International Journal of Plant & Soil Science

Soils contain more K than any other nutrient; nevertheless, most of the K is inaccessible for plant absorption. In crop production, chemical fertilizers have been associated with several unfavorable outcomes that have a significant detrimental influence on environmental sustainability. Potassium-solubilizing bacteria (KSB) solubilize K-bearing minerals and transform insoluble K into soluble forms, which can be absorbed by plants. Therefore, solubilizing insoluble K in a plant-available pool using K-solubilizing bacteria could be an alternative and viable way to sustain crop production and maintain good soil health.

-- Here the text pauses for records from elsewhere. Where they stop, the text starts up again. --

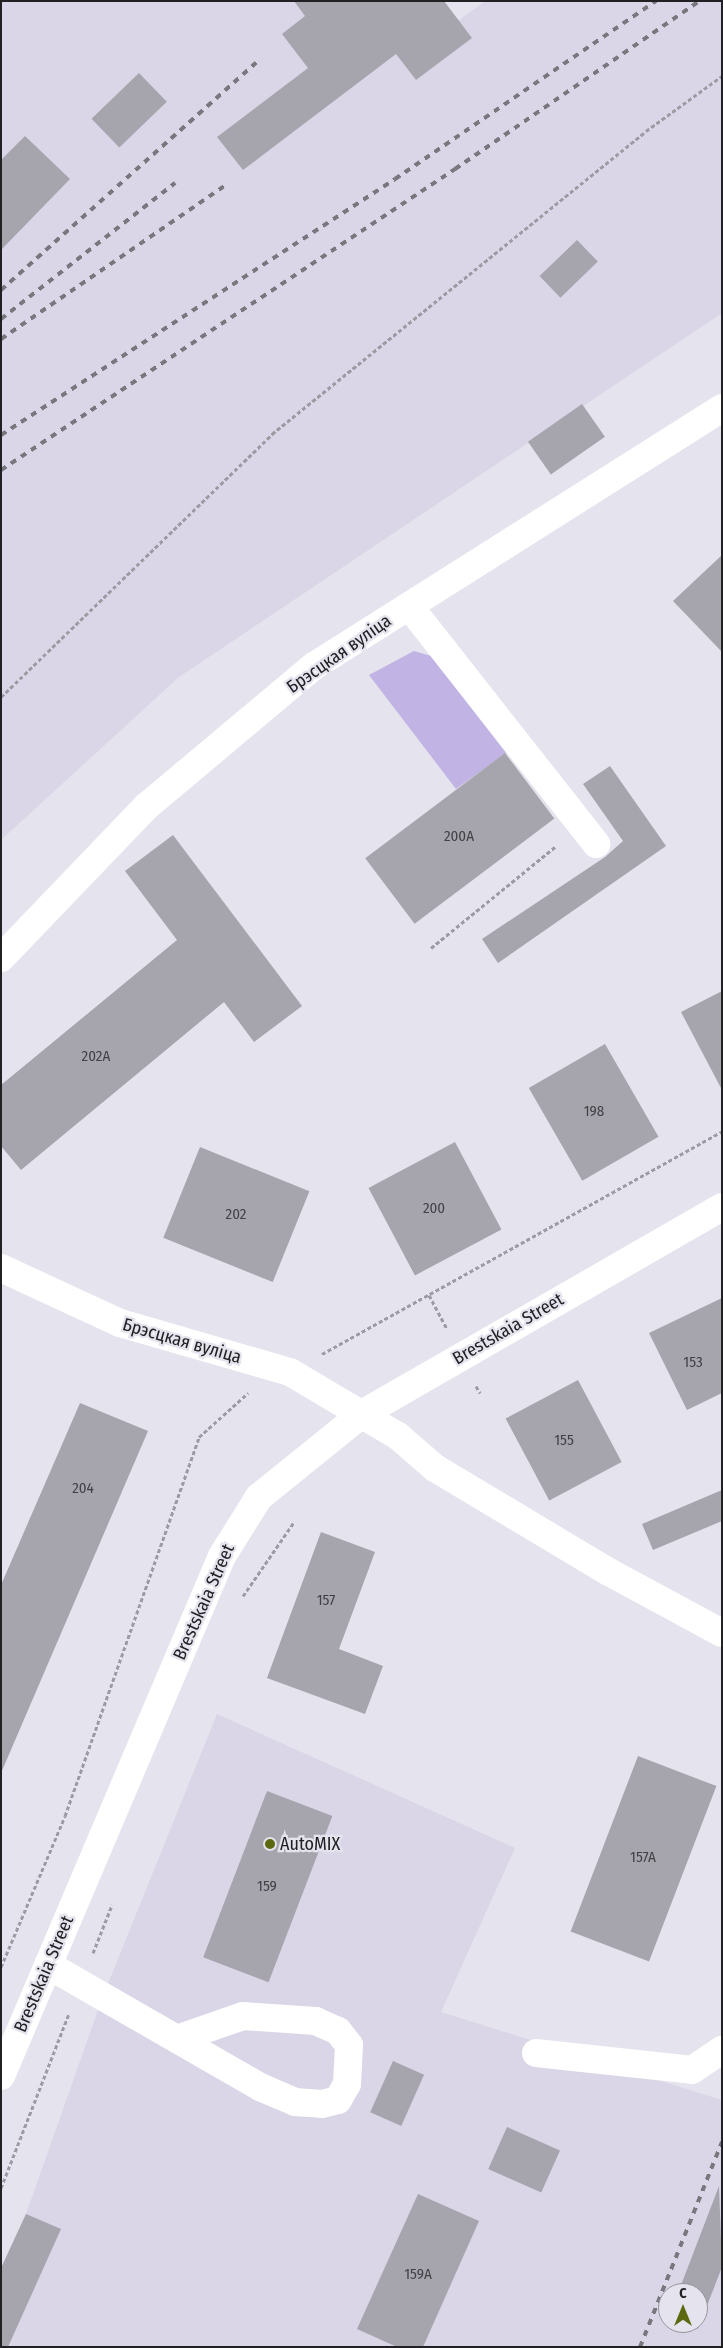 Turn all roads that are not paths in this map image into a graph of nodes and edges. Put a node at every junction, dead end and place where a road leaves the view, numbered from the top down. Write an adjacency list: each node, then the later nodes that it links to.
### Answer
1 (722, 408): 2 (street, Брэсцкая вуліца)
2 (409, 606): 3 (street); 4 (street, Брэсцкая вуліца)
3 (589, 835)
4 (1, 958)
5 (722, 1207): 7 (street, Brestskaia Street)
6 (1, 1268): 7 (street, Брэсцкая вуліца)
7 (362, 1414): 8 (street, Брэсцкая вуліца); 9 (street, Brestskaia Street)
8 (722, 1633)
9 (48, 1964): 10 (street); 13 (street, Brestskaia Street)
10 (176, 2039): 10 (street)
11 (722, 2050): 12 (street)
12 (536, 2053)
13 (1, 2076)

A field experiment was conducted to quantify the changes in rhizospheric K fractions and soil microbial activity in maize crops. The treatments comprised of T₁: Control; T₂: KSB₁; T₃: 50% RDK; T₄: 75% RDK; T₅: T₅ 75 % RDK+25% through Biotite+ KSB; T₆: 75% RDK + 25% Biotite; T₇: 50% RDK + 50% Biotite + KSB₁; T₈: 50% RDK + 50% Biotite; T₉ 100% RDK.  In this study, it was found that combining 75% RDK+25% RDK with biotite and KSB resulted in a better crop yield than using 75% RDK+25% RDK through biotite alone. The recommended dose of potassium (RDK), microbes introducing biotite into soil, affects K dynamics in soil by improving water-soluble, exchangeable, non-exchangeable, and total K pools compared to fertilizer K. Therefore, bio-intervention with waste mica could be an effective and viable method for solubilizing insoluble K into a soluble form, which can be used as a K fertilizer to maintain crop yields and       soil K.